FastPay charges between NT$99 and NT$149 per transaction, compared to Taiwanese banks’ typical range of NT$350-500. Domestically, it promotes its service through sponsorship of cultural events, such as the 2022 Fun Run held at the New Taipei Metropolitan Park on Philippine Independence Day in June. The company is also preparing to enter the foreign-worker remittance markets in the U.S., Canada, New Zealand, and Japan.
Joseph Tseng, a corporate lawyer at the Taipei office of K&L Gates, confirms that Taiwan’s legal framework for the remittance business is at this point sound, as the service providers are required to perform KYC (know your customer) procedures – for instance, by requiring customers to present their ID, work permit, and passport in order to complete a transaction. This, he says, greatly reduces the risk of money laundering and fraud compared to the conventional way of sending the money through grocery stores and karaoke bars.

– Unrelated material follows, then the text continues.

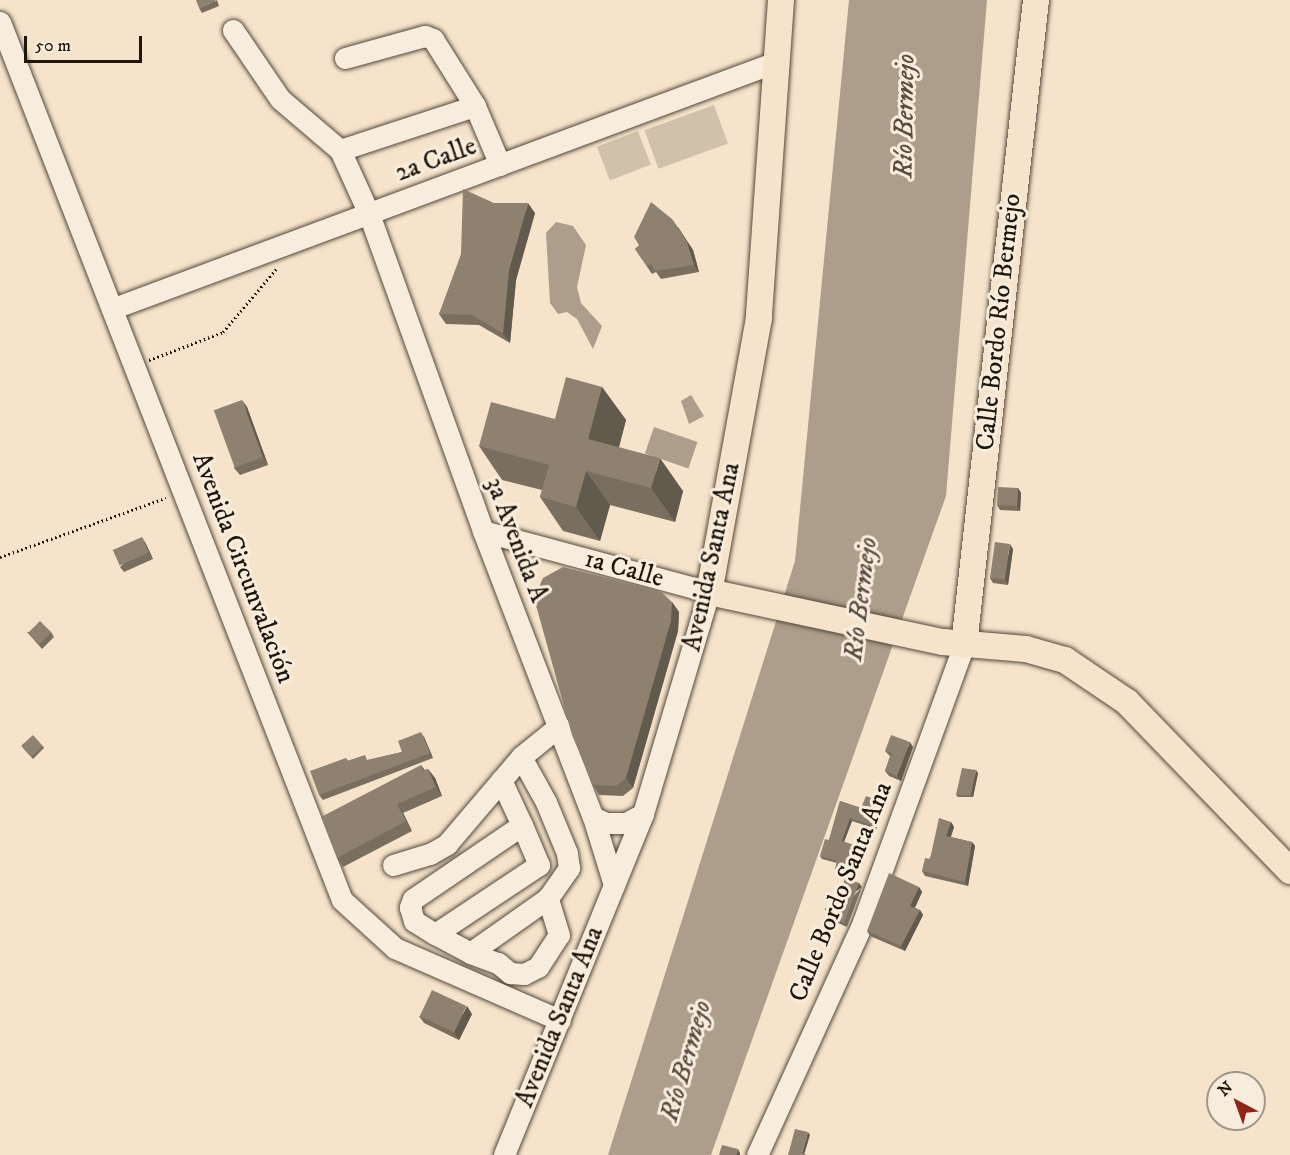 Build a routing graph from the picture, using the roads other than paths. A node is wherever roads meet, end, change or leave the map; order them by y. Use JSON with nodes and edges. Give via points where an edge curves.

Additionally, the funds received by the foreign worker remittance companies are secure, as they are either handed over to a trustee or backed by a guarantee from a financial institution. Such funds are prohibited from being commingled with the remittance company’s assets. The FSC is also authorized to, at any time, require companies to submit financial and asset reports and audits or retain an auditor to conduct an inspection of the company’s operations and financial reports. The commission mandates that overseas remittance services are limited to foreign workers only.

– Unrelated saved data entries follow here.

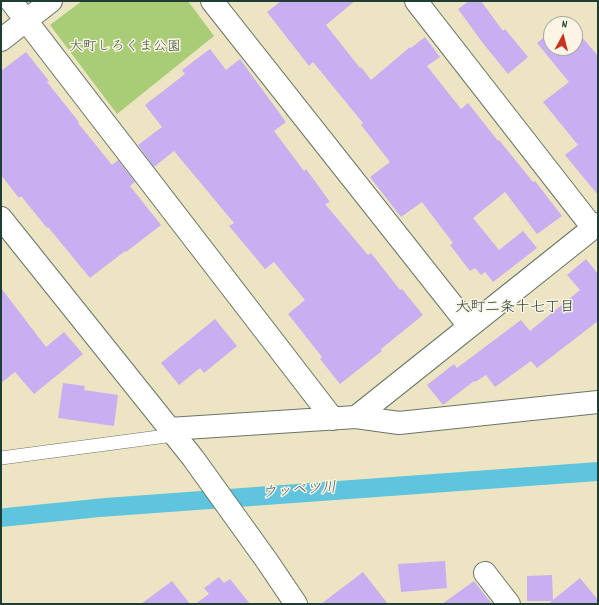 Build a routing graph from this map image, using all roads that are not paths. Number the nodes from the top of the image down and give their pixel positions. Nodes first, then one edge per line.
1 (12, 1) edge
2 (51, 1) edge
3 (212, 1) edge
4 (416, 1) edge
5 (26, 20) junction
6 (1, 40) edge
7 (1, 218) edge
8 (595, 226) edge
9 (469, 326) junction
10 (598, 402) edge
11 (356, 417) junction
12 (333, 419) junction
13 (172, 432) junction
14 (1, 458) edge
15 (485, 573) dead end
16 (288, 601) edge
17 (509, 604) edge

1 - 5 street
2 - 5 street
3 - 9 street
4 - 8 street
5 - 6 street
5 - 12 street
7 - 13 street
8 - 9 street
9 - 11 street
10 - 11 street
11 - 12 street
12 - 13 street
13 - 14 lane
13 - 16 street
15 - 17 street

“The main concern of Taiwan’s Central Bank is not primarily anti-money laundering, but that the foreign exchange rate could be affected by a disorderly large capital outflow,” Tseng says. “Therefore, foreign worker remittance companies still need to complete cross-border remittances through the banks.”

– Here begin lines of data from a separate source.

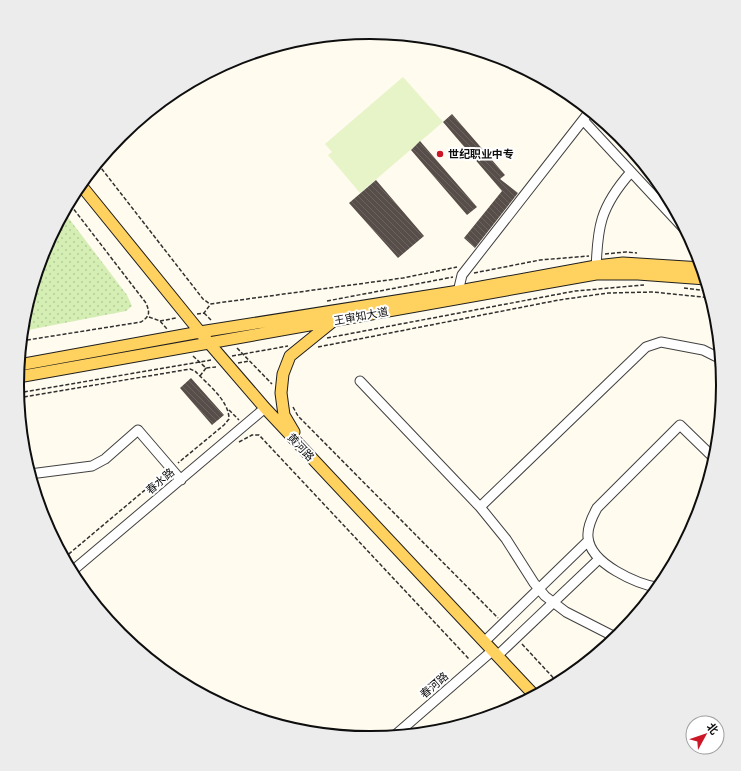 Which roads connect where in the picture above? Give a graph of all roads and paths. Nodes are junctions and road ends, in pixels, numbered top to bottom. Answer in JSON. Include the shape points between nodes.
{"nodes":[{"id":1,"x":587,"y":115,"type":"edge"},
{"id":2,"x":583,"y":120,"type":"junction"},
{"id":3,"x":101,"y":168,"type":"edge"},
{"id":4,"x":631,"y":172,"type":"junction"},
{"id":5,"x":85,"y":190,"type":"edge"},
{"id":6,"x":73,"y":208,"type":"edge"},
{"id":7,"x":674,"y":218,"type":"edge"},
{"id":8,"x":466,"y":269,"type":"junction"},
{"id":9,"x":596,"y":270,"type":"junction"},
{"id":10,"x":699,"y":275,"type":"edge"},
{"id":11,"x":650,"y":284,"type":"dead end"},
{"id":12,"x":680,"y":287,"type":"dead end"},
{"id":13,"x":703,"y":290,"type":"edge"},
{"id":14,"x":458,"y":295,"type":"junction"},
{"id":15,"x":705,"y":297,"type":"edge"},
{"id":16,"x":210,"y":304,"type":"junction"},
{"id":17,"x":148,"y":317,"type":"junction"},
{"id":18,"x":160,"y":321,"type":"dead end"},
{"id":19,"x":332,"y":321,"type":"junction"},
{"id":20,"x":220,"y":330,"type":"junction"},
{"id":21,"x":200,"y":332,"type":"junction"},
{"id":22,"x":322,"y":339,"type":"dead end"},
{"id":23,"x":27,"y":340,"type":"edge"},
{"id":24,"x":229,"y":340,"type":"junction"},
{"id":25,"x":209,"y":343,"type":"junction"},
{"id":26,"x":310,"y":345,"type":"junction"},
{"id":27,"x":243,"y":354,"type":"junction"},
{"id":28,"x":715,"y":356,"type":"edge"},
{"id":29,"x":222,"y":358,"type":"junction"},
{"id":30,"x":25,"y":364,"type":"edge"},
{"id":31,"x":206,"y":368,"type":"dead end"},
{"id":32,"x":24,"y":376,"type":"edge"},
{"id":33,"x":200,"y":376,"type":"dead end"},
{"id":34,"x":360,"y":381,"type":"dead end"},
{"id":35,"x":282,"y":383,"type":"junction"},
{"id":36,"x":24,"y":392,"type":"edge"},
{"id":37,"x":291,"y":403,"type":"dead end"},
{"id":38,"x":265,"y":408,"type":"junction"},
{"id":39,"x":236,"y":444,"type":"dead end"},
{"id":40,"x":303,"y":449,"type":"junction"},
{"id":41,"x":710,"y":454,"type":"edge"},
{"id":42,"x":36,"y":473,"type":"edge"},
{"id":43,"x":180,"y":480,"type":"junction"},
{"id":44,"x":480,"y":507,"type":"junction"},
{"id":45,"x":588,"y":541,"type":"junction"},
{"id":46,"x":600,"y":559,"type":"junction"},
{"id":47,"x":76,"y":568,"type":"edge"},
{"id":48,"x":652,"y":586,"type":"edge"},
{"id":49,"x":538,"y":589,"type":"junction"},
{"id":50,"x":553,"y":603,"type":"junction"},
{"id":51,"x":503,"y":624,"type":"junction"},
{"id":52,"x":611,"y":635,"type":"edge"},
{"id":53,"x":516,"y":637,"type":"junction"},
{"id":54,"x":484,"y":642,"type":"junction"},
{"id":55,"x":494,"y":654,"type":"junction"},
{"id":56,"x":476,"y":665,"type":"junction"},
{"id":57,"x":555,"y":679,"type":"edge"},
{"id":58,"x":532,"y":692,"type":"edge"},
{"id":59,"x":401,"y":730,"type":"edge"}],
"edges":[{"from":1,"to":2,"type":"street"},
{"from":2,"to":4,"type":"street"},
{"from":2,"to":8,"type":"street"},
{"from":3,"to":16,"type":"path","via":[[203,299]]},
{"from":4,"to":7,"type":"street"},
{"from":4,"to":9,"type":"street","via":[[618,187],[601,220]]},
{"from":5,"to":21,"type":"main road","name":"黄河路"},
{"from":6,"to":17,"type":"path","via":[[146,303],[150,312]]},
{"from":8,"to":14,"type":"street","via":[[462,275]]},
{"from":8,"to":16,"type":"path","via":[[459,266],[403,278]]},
{"from":9,"to":10,"type":"main road","name":"王审知大道"},
{"from":9,"to":14,"type":"main road","name":"王审知大道"},
{"from":11,"to":22,"type":"path","via":[[575,291]]},
{"from":12,"to":13,"type":"path"},
{"from":14,"to":19,"type":"main road","name":"王审知大道"},
{"from":14,"to":20,"type":"main road"},
{"from":15,"to":26,"type":"path","via":[[653,292],[608,293]]},
{"from":16,"to":20,"type":"path","via":[[204,312]]},
{"from":17,"to":18,"type":"path"},
{"from":17,"to":23,"type":"path","via":[[141,322]]},
{"from":19,"to":24,"type":"main road","name":"王审知大道"},
{"from":19,"to":26,"type":"main road"},
{"from":20,"to":21,"type":"main road"},
{"from":21,"to":25,"type":"main road","name":"黄河路"},
{"from":21,"to":30,"type":"main road"},
{"from":24,"to":25,"type":"main road","name":"王审知大道"},
{"from":24,"to":27,"type":"path"},
{"from":25,"to":29,"type":"main road","name":"黄河路"},
{"from":25,"to":32,"type":"main road","name":"王审知大道"},
{"from":26,"to":27,"type":"path"},
{"from":26,"to":35,"type":"main road","via":[[290,356]]},
{"from":27,"to":29,"type":"path"},
{"from":27,"to":35,"type":"path","via":[[273,384]]},
{"from":28,"to":44,"type":"street","via":[[703,350],[661,342],[646,347]]},
{"from":29,"to":36,"type":"path"},
{"from":29,"to":38,"type":"main road","name":"黄河路"},
{"from":31,"to":33,"type":"path"},
{"from":34,"to":44,"type":"street"},
{"from":35,"to":40,"type":"main road","via":[[284,415]]},
{"from":37,"to":51,"type":"path","via":[[298,416]]},
{"from":38,"to":40,"type":"main road","name":"黄河路"},
{"from":38,"to":43,"type":"street","name":"春水路"},
{"from":39,"to":56,"type":"path","via":[[252,435],[259,436]]},
{"from":40,"to":54,"type":"main road","name":"黄河路"},
{"from":41,"to":45,"type":"street","via":[[680,424],[597,508],[590,522]]},
{"from":42,"to":43,"type":"street","via":[[92,466],[105,459],[138,430]]},
{"from":43,"to":47,"type":"street","name":"春水路"},
{"from":44,"to":49,"type":"street","via":[[506,539]]},
{"from":45,"to":46,"type":"street"},
{"from":45,"to":49,"type":"street"},
{"from":46,"to":48,"type":"street","via":[[625,575]]},
{"from":46,"to":50,"type":"street","name":"春河路"},
{"from":49,"to":50,"type":"street"},
{"from":49,"to":51,"type":"street"},
{"from":50,"to":52,"type":"street","via":[[587,624]]},
{"from":50,"to":53,"type":"street","name":"春河路"},
{"from":51,"to":54,"type":"street"},
{"from":53,"to":55,"type":"street","name":"春河路"},
{"from":53,"to":57,"type":"path"},
{"from":54,"to":55,"type":"main road","name":"黄河路"},
{"from":55,"to":56,"type":"street","name":"春河路"},
{"from":55,"to":58,"type":"main road","name":"黄河路"},
{"from":56,"to":59,"type":"street","name":"春河路"}]}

Tseng predicts that current limits for each foreign worker of NT$30,000 per transaction, NT$50,000 per month, and NT$400,000 per year will prove too low, and that they will thus need to be raised in the medium term.
On the macroeconomic side, Taiwan relies heavily on foreign workers to keep up with the surging global demand for consumer electronics, as well as for caregiving, farming, supporting the island’s fishing fleet, and construction. The workers’ home countries, for their part, rely heavily on their remittances, with the Philippines, for example, earning 9.6% of its GDP through such transactions in 2020, according to the World Bank.
Nick Marro, the Economist Intelligence Unit’s lead for global trade, notes that up until the advent of COVID-19 in 2019, the number of foreign workers in Taiwan steadily increased annually. He predicts that this trend will reemerge as Taiwan gradually eases its border restrictions on inbound travelers. “The relatively stable economic outlook for the next five years suggests a decent amount of job and income opportunities, particularly for foreign workers from developing Southeast Asia, given that salaries in Taiwan may be higher than what they might get back home,” Marro says. “As a result, we can likely expect the number of remittance transactions to expand in parallel, creating some opportunities for fintech companies who want to get involved in this space, including by facilitating these transfers.”